▶ [Problem details]: Show every line of the data that contains the string "where".

Stored data
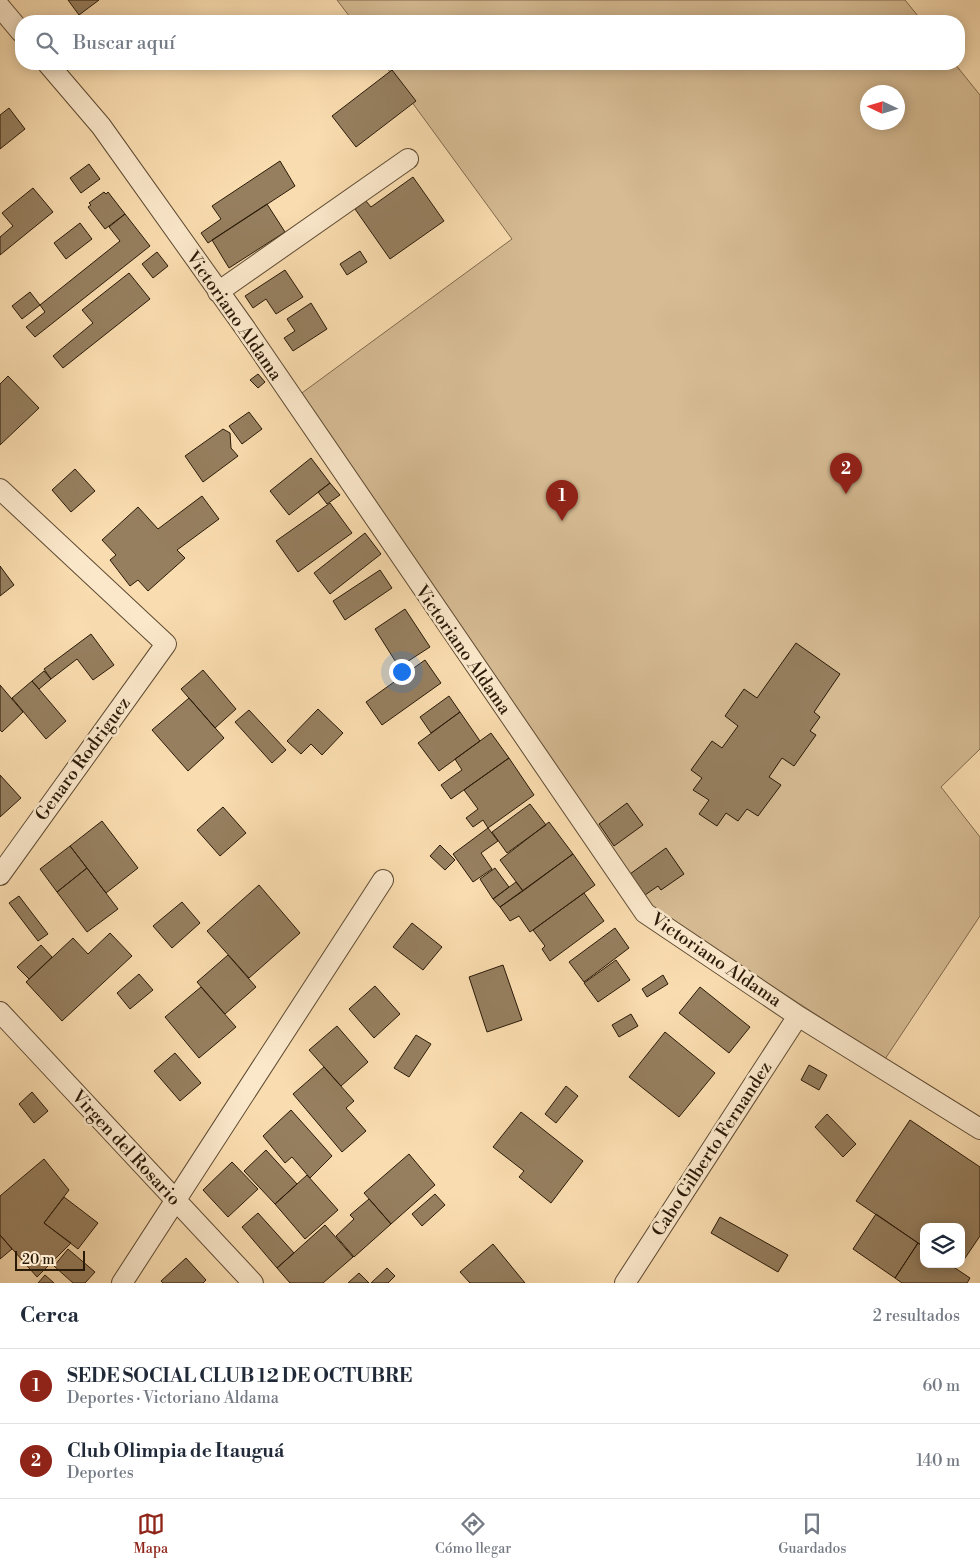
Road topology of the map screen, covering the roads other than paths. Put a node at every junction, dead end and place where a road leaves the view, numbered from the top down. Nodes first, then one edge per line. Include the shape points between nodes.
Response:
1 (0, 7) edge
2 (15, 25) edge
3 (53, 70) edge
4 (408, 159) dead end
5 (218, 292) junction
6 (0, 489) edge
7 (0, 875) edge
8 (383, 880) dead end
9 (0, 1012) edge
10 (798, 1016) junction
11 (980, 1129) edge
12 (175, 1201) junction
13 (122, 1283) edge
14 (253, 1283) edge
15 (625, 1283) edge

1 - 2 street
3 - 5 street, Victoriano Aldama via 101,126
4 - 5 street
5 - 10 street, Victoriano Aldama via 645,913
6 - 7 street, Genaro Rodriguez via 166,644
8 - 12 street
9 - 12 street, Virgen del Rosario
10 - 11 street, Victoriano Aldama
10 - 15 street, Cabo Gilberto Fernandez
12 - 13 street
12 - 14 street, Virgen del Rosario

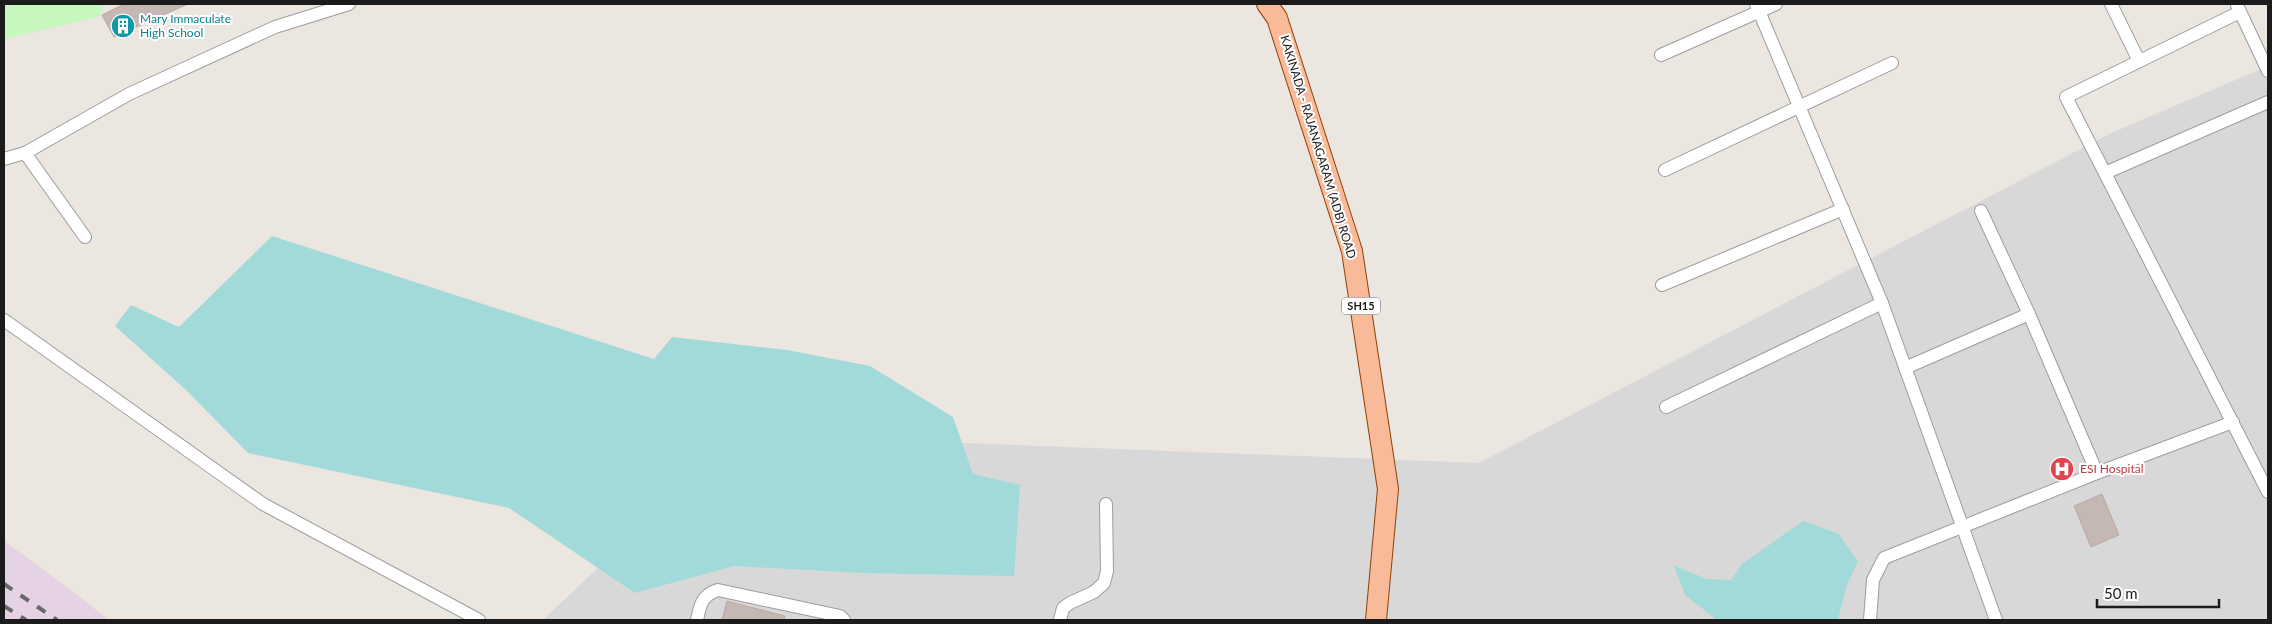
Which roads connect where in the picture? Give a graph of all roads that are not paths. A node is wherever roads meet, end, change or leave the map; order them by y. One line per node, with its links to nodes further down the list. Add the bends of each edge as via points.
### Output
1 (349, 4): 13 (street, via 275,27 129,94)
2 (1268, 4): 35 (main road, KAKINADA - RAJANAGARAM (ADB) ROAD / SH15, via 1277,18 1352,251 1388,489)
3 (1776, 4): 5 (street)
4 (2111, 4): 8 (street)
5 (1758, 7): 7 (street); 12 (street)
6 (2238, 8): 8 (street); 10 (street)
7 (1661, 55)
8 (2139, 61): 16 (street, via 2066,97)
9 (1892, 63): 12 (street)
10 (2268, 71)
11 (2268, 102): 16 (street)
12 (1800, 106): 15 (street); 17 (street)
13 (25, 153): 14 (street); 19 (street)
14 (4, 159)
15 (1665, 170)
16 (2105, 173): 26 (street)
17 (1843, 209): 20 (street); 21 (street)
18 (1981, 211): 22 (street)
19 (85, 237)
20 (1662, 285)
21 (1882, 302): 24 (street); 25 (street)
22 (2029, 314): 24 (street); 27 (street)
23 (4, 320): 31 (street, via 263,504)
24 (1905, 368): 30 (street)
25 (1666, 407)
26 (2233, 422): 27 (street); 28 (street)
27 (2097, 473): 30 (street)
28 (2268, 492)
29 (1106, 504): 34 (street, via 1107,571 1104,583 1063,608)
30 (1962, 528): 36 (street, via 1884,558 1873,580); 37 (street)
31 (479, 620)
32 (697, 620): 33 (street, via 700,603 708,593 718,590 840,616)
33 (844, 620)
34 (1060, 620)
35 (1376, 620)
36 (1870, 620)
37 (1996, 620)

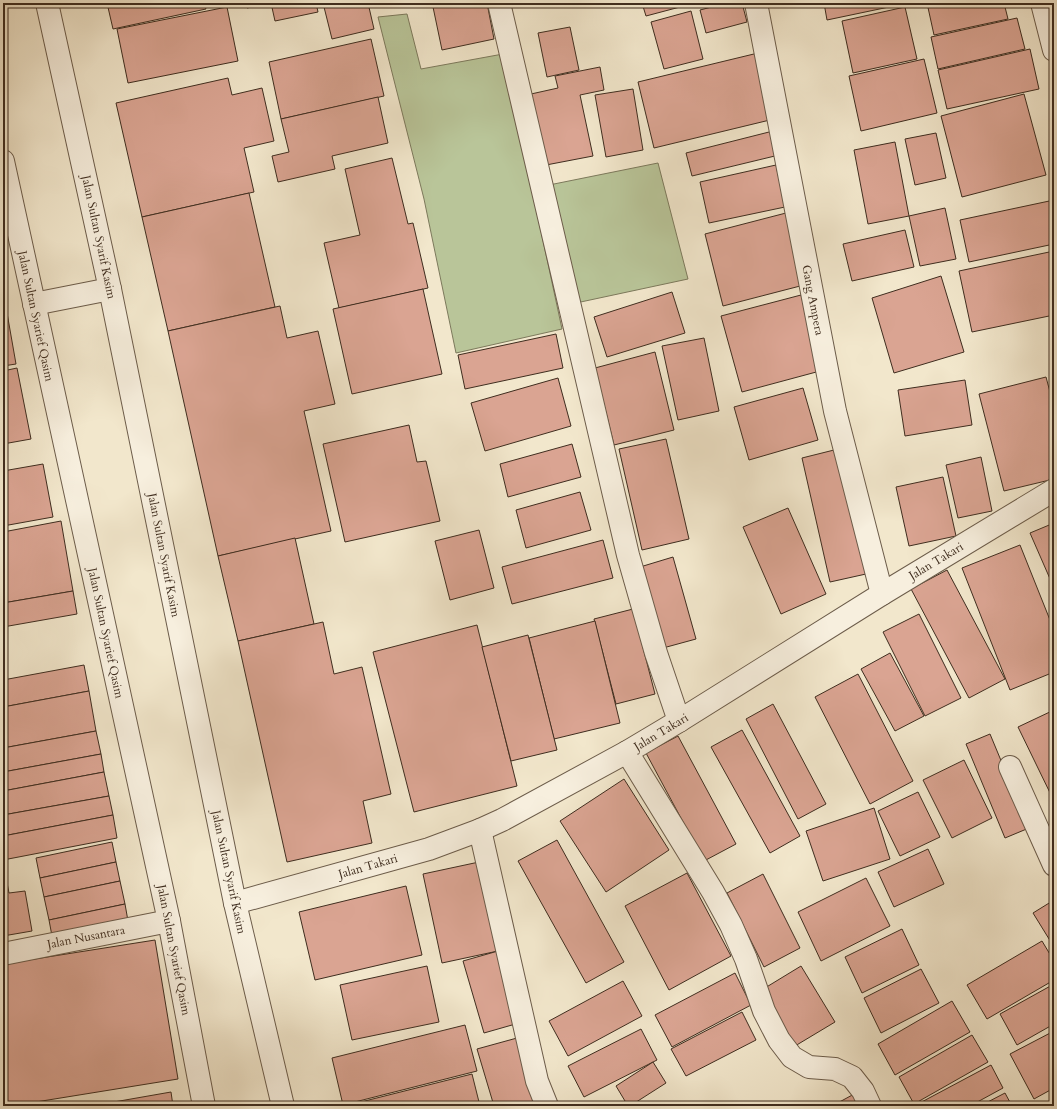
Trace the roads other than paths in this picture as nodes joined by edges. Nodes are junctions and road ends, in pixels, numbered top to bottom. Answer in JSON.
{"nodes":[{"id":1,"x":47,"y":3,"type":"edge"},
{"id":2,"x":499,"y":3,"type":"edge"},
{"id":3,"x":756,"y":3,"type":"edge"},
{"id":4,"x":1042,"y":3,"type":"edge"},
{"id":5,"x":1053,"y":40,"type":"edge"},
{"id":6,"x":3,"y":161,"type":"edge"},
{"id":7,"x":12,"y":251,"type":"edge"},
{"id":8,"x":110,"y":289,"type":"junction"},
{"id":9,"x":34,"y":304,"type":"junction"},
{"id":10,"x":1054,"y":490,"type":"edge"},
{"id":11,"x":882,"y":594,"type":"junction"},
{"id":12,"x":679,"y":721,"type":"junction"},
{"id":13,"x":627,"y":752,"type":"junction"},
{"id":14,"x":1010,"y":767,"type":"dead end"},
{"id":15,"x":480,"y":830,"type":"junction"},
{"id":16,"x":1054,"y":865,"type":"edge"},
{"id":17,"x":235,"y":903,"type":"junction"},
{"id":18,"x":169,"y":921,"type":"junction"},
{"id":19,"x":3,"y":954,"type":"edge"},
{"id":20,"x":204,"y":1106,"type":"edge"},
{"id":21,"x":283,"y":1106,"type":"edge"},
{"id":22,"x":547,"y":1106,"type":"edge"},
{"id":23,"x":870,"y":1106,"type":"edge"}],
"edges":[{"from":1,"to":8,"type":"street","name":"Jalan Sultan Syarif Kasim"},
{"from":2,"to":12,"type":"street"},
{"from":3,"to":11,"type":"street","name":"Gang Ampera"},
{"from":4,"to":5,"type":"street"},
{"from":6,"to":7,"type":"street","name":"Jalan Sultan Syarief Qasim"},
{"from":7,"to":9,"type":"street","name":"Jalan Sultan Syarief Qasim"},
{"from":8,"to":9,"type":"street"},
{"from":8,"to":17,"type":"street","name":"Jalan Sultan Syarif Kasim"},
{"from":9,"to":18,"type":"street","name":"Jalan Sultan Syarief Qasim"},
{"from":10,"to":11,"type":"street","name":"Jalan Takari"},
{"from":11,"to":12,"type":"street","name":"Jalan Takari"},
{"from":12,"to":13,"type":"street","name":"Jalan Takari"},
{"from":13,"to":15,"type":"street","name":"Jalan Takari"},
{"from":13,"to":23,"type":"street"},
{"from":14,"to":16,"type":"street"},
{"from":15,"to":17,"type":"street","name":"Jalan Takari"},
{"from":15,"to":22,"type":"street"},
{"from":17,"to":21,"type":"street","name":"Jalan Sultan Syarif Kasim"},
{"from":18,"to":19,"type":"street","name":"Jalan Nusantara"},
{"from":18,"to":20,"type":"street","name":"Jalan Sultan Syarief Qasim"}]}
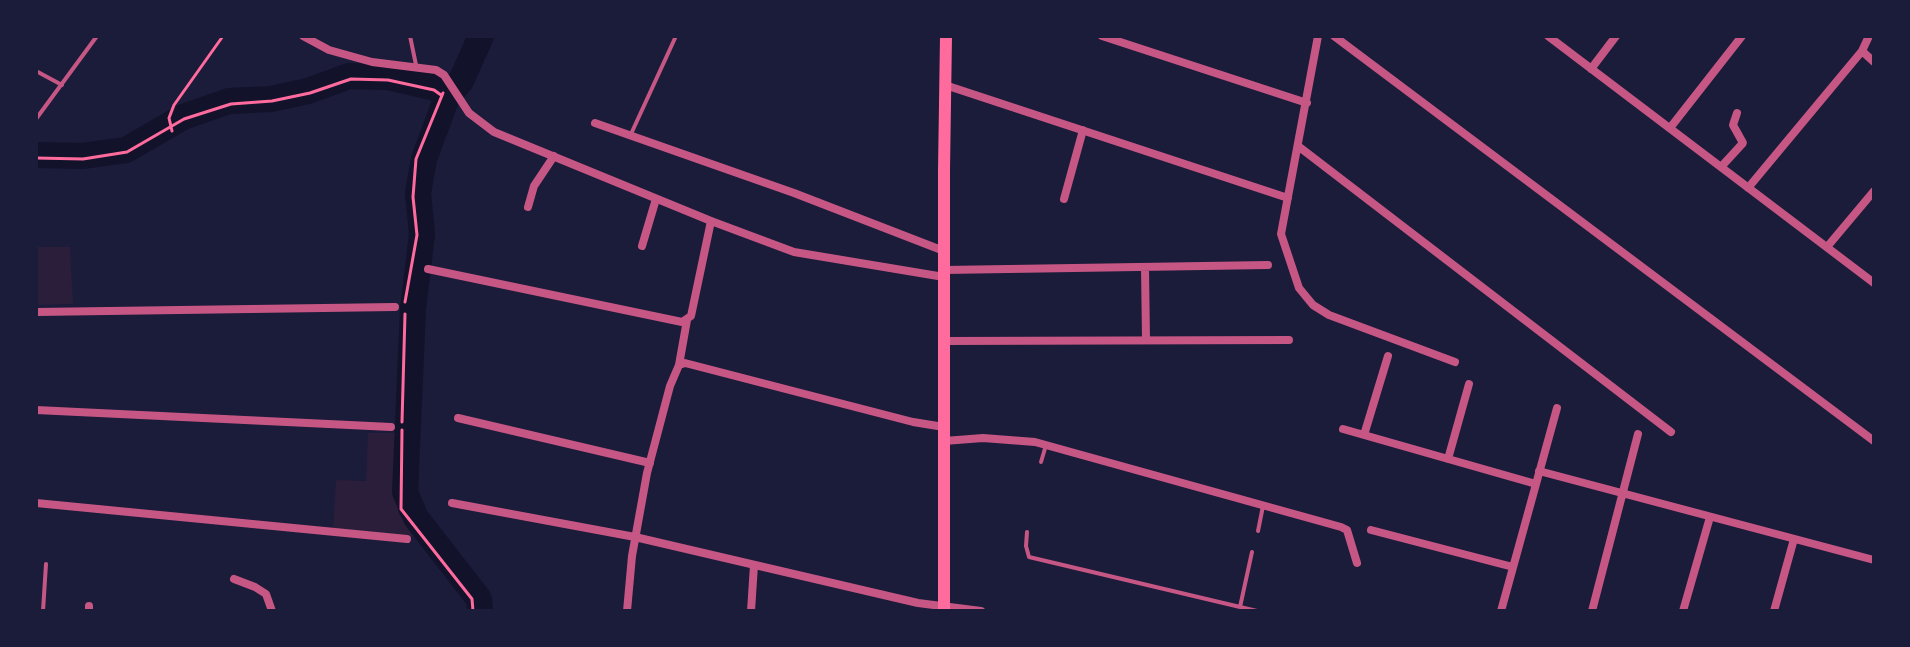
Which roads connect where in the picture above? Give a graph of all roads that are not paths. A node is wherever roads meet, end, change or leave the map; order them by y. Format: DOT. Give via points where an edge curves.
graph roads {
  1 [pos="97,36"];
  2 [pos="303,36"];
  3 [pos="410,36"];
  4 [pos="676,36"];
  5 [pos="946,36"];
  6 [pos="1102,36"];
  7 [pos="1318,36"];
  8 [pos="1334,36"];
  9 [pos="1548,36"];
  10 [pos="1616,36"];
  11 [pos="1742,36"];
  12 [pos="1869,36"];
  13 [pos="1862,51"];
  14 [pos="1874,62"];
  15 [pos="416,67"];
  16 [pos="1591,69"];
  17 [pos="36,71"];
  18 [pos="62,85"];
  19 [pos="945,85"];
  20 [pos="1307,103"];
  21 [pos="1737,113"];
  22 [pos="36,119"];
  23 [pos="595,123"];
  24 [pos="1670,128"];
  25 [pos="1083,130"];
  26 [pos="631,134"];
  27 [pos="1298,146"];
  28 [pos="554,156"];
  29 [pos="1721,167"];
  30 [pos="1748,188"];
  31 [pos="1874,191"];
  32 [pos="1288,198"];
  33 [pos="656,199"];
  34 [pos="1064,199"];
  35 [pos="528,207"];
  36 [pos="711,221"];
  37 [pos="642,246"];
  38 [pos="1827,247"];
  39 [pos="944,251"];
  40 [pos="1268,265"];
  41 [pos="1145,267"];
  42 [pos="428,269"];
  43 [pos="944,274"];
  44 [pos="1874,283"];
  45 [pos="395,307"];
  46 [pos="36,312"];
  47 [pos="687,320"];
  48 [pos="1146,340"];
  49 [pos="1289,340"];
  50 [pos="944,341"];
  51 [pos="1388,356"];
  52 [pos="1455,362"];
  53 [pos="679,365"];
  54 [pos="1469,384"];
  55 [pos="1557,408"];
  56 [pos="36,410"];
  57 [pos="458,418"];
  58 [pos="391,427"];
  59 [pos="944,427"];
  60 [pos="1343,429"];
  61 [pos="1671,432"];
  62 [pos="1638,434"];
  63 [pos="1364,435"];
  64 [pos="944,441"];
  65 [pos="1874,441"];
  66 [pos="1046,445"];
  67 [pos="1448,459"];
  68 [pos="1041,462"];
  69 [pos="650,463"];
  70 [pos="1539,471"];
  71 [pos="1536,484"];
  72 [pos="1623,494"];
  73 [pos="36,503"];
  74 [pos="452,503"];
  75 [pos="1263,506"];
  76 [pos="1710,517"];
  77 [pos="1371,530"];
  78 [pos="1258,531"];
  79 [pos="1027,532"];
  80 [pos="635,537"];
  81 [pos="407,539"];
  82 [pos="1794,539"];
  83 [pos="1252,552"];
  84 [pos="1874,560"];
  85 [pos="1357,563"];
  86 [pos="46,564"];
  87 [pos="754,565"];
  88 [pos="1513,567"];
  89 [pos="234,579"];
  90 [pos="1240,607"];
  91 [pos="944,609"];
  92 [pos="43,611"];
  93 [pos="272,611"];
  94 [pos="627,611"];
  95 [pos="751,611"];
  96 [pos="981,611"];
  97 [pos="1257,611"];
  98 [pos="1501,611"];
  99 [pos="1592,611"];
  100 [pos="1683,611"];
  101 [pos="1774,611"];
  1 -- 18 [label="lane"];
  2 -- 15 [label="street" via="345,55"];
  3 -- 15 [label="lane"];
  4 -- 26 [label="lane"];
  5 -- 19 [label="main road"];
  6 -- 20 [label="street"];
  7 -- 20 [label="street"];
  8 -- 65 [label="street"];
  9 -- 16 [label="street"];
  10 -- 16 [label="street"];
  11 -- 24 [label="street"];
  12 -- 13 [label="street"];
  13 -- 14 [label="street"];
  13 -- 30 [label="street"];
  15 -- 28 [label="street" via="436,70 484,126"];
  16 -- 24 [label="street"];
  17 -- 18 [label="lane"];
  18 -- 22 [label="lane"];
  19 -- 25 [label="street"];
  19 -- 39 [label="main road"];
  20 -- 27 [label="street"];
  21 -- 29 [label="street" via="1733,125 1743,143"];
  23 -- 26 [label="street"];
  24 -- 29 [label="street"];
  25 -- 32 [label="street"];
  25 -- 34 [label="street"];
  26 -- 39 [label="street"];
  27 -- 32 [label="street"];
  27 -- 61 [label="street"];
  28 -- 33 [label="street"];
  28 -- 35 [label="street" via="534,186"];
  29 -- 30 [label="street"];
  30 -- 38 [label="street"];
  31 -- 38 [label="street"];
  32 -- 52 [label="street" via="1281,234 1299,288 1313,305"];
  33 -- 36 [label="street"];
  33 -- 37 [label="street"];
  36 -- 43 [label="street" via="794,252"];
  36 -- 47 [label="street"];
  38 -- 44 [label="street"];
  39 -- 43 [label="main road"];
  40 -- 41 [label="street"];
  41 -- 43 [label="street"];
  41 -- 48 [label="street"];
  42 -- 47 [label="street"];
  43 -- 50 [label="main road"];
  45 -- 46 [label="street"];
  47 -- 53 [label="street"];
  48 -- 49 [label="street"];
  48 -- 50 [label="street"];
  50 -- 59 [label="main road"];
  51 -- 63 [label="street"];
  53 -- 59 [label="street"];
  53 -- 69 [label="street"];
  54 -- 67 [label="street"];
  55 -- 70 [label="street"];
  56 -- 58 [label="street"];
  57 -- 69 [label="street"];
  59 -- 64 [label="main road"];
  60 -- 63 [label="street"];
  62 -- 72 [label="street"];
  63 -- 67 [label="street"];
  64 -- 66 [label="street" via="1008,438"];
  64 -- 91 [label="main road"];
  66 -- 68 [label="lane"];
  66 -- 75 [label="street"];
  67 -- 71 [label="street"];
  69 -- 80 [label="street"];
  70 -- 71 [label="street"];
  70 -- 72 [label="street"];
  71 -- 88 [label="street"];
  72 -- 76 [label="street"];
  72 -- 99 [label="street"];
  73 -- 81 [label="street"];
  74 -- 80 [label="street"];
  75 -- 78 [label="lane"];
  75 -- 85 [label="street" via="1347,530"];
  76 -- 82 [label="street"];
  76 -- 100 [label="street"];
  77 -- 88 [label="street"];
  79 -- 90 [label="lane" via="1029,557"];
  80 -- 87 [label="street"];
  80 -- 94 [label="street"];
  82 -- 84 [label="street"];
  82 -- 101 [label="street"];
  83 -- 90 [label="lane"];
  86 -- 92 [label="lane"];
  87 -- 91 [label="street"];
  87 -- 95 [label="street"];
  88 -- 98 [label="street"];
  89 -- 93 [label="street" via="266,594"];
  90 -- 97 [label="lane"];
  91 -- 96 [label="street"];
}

▶ [Exercise answer]:
Road topology of the map screen, covering the roads other than paths. Put a node at every junction, dead end and place where a road leaves the view, numbered from the top down. Nodes first, then one edge per line. Include the shape points between nodes.
Which roads connect where in the picture? Give a graph of all roads that are not paths. A node is wherever roads meet, end, change or leave the map; order them by y. One line per node, with its links to nodes further down the list. Add the bends of each edge as via points.
Which roads connect where in the picture above? Give a graph of all roads that are not paths. A node is wherever roads meet, end, change or leave the map; order them by y. Format: DOT. Give via points where an edge curves.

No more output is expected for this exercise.